In particular the study found that people who saw a cardiologist were more likely to be alive a year later than people who saw a family physician or didn't get any medical followup after an episode in which they were treated in hospital for chest pain.

"It does look like the cardiology group did more testing, did more treatment and then they had better care. But I think in their own environment, primary care physicians also did better than no physicians," said senior author Dr. Dennis Ko, a scientist with Toronto's Institute for Clinical Evaluative Sciences.

The study was published Monday in Circulation, a journal of the American Heart Association.

Ko said little is known about what happens long-term to people who go to emergency departments for chest pain and are cared for but don't need to be admitted to hospital.

Though they are urged to see a doctor for followup testing and treatment, there's currently no way to gauge if that happens. Hospital records and the records doctors keep simply don't interact in a way that would make it clear to a primary care physician that such an appointment should be booked. Nor are hospital-based doctors informed about whether their advice was heeded.

So Ko and some colleagues from ICES used anonymous medical data on nearly 57,000 high-risk Ontarians who went to hospital for chest pain between April 1, 2004 and March 31, 2010 to try to tease out some answers.

They could not do a randomized controlled trial -- considered the gold standard of medical evidence -- because it would have been unethical to ask some patients not to seek followup care.

The researchers looked at whether the individuals had a followup appointment within 30 days, and with which kind of physician. They also looked to see whether diagnostic tests and medications were prescribed as well as whether those patients were still alive or had suffered a heart attack a year later.

Only 17 per cent of the people saw a cardiologist within the month after the event. The bulk -- 58 per cent -- saw a primary care doctor. But 25 per cent got no followup care within that 30-day window.

Most people were still alive a year later, regardless of whether they saw a doctor or not.

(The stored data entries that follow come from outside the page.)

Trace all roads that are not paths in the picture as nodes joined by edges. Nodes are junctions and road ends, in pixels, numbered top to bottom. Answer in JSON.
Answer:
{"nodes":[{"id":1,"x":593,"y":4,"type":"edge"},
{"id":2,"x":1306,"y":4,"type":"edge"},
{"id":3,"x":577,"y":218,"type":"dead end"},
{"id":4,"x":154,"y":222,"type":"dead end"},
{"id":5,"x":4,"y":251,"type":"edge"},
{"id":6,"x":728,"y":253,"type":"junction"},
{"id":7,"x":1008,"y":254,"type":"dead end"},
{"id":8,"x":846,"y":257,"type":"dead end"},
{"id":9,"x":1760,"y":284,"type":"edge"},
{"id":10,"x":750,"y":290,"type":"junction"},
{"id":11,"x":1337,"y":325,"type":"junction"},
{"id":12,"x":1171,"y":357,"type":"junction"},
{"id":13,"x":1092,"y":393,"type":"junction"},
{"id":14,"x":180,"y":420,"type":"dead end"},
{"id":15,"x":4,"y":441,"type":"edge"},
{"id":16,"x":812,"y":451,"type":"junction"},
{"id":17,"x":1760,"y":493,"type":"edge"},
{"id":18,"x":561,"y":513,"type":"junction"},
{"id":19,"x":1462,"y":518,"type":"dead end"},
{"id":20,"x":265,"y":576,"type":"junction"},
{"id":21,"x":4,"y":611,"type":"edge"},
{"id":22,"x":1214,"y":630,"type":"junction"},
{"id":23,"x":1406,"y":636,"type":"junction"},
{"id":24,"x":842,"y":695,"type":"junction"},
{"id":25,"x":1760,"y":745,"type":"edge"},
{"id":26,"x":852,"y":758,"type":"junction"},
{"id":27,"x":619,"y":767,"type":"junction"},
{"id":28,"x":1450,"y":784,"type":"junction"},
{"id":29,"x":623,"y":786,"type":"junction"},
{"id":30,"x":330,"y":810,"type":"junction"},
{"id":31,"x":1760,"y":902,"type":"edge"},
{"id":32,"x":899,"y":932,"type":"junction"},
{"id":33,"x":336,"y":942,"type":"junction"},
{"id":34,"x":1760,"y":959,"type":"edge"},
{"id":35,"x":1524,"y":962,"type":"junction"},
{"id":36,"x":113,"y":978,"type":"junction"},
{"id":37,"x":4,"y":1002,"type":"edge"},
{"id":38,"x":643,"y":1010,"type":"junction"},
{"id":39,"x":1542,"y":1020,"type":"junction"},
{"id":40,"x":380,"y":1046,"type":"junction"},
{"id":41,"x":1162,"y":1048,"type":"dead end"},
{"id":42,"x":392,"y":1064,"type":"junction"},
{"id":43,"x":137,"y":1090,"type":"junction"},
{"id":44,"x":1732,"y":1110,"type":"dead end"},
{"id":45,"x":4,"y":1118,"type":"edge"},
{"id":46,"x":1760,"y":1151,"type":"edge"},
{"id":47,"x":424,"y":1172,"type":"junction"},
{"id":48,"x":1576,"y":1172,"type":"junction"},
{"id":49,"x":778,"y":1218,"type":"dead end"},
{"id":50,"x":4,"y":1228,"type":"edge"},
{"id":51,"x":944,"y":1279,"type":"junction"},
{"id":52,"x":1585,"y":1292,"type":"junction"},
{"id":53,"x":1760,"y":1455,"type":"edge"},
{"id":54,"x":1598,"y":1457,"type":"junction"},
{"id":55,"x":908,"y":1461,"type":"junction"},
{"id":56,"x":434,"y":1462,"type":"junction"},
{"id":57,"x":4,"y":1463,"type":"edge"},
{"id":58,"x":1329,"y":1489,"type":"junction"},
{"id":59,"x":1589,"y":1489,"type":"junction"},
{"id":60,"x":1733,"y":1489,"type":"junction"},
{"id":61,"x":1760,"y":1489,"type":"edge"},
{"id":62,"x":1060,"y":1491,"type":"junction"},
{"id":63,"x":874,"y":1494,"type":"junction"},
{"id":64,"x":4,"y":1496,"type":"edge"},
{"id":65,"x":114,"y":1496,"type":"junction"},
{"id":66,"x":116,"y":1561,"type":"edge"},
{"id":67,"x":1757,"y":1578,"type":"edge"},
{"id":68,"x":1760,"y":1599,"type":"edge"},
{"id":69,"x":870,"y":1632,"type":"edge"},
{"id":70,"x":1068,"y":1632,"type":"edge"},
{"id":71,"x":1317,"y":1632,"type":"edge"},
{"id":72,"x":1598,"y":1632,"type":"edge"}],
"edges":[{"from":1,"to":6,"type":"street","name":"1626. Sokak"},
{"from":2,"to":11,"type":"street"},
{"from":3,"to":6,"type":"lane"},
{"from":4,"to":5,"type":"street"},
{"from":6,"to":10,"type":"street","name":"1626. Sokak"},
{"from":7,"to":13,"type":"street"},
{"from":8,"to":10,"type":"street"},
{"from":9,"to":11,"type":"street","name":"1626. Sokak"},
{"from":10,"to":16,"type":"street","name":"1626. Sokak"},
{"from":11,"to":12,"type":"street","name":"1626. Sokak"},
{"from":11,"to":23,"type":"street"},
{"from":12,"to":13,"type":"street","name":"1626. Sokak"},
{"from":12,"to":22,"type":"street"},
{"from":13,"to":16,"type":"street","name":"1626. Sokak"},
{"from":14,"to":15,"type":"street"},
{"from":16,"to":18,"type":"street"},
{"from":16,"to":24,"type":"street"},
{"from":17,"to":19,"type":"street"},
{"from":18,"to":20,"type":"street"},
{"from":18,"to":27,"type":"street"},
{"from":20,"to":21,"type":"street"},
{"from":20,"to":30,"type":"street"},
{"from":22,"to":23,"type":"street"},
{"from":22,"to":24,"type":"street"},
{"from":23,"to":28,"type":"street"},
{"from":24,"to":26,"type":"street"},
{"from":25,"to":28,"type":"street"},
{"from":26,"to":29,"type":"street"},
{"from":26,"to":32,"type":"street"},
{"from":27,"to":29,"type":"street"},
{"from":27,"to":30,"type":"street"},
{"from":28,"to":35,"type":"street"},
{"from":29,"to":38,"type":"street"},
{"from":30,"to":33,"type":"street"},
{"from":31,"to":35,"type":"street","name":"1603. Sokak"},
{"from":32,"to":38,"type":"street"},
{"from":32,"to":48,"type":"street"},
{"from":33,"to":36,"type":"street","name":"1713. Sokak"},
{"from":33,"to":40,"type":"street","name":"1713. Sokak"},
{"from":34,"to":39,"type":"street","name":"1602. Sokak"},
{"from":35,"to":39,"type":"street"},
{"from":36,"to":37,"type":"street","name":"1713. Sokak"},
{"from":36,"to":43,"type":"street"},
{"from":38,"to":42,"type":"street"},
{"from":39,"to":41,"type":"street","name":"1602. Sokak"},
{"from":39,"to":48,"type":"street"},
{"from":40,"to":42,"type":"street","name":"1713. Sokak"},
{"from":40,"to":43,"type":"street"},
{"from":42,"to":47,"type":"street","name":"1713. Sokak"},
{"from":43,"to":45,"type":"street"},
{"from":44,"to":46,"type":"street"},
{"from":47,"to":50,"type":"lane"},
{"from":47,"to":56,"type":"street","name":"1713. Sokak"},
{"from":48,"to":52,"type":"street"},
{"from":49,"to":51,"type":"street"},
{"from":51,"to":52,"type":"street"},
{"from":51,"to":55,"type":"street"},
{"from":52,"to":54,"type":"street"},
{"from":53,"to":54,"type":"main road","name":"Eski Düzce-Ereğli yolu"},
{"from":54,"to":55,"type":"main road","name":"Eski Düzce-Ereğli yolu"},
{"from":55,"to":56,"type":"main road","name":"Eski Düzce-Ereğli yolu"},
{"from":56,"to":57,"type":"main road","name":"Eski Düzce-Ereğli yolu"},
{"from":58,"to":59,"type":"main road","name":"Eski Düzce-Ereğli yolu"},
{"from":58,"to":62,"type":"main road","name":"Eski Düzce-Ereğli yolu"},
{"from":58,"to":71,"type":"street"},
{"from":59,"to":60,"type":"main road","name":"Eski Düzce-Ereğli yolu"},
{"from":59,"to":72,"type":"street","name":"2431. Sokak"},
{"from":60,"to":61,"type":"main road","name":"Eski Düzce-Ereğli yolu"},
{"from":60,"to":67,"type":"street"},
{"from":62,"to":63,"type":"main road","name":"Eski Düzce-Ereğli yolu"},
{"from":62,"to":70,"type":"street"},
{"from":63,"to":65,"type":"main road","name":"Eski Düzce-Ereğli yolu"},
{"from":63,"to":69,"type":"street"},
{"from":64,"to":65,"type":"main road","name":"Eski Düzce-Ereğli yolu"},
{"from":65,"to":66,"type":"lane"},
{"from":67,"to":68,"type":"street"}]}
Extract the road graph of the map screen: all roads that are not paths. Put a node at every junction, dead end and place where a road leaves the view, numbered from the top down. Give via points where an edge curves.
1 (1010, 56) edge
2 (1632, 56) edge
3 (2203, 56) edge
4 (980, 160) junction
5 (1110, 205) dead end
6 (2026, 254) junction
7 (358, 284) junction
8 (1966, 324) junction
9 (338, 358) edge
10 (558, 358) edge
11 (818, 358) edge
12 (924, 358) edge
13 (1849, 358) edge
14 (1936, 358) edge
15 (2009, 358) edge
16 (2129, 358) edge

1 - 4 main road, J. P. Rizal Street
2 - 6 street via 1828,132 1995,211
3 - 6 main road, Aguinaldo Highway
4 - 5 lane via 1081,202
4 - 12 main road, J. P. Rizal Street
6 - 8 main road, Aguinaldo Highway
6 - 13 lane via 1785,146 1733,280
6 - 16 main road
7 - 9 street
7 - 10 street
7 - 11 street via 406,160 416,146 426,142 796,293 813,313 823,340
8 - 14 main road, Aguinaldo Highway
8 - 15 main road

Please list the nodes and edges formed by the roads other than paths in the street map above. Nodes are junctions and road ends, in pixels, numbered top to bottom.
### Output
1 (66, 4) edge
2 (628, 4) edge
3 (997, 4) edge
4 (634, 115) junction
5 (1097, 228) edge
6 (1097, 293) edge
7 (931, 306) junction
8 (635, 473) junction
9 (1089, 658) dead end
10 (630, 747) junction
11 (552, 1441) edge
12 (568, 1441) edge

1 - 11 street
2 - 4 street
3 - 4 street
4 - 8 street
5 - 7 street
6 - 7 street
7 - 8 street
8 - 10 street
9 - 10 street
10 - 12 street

Among those who saw a cardiologist, the rate of death or heart attack was 5.5 per cent at one year. For those who saw a family physician, the rate of death or heart attack was 7.7 per cent. And among those who didn't get followup care, the rate was 8.6 per cent.

The differences between those rates works out as follows: People who saw cardiologists were 21 per cent less likely to have died or had a heart attack a year later than those who got no followup care. And those who saw a family doctor were 15 per cent less likely to have had a heart attack or died than people who didn't see a doctor about their heart problems.

The patients whose records were included in the study had what is called a higher baseline risk of heart disease. They had one or several of the following conditions which raise their chances of having heart attacks and strokes: diabetes, hardening of the arteries, unstable angina, heart failure or unusual heart rhythms. Also included were people who had undergone bypass surgery, had stents inserted to open blocked arteries or had a cardiac defibrillator implanted on their chest wall.

Ko, who is a cardiologist at Toronto's Sunnybrook Health Sciences Centre, said he was surprised to see that a quarter of people with these conditions didn't get followup care after a serious chest pain incident.

"These are to me high-risk patients. They were serious enough to get to the hospital with chest pain. And yet within a month they didn't look like they had anything done," he said.

The study was funded by the Kuk Family Cardiology Research Fund and grants from the Canadian Institutes of Health Research.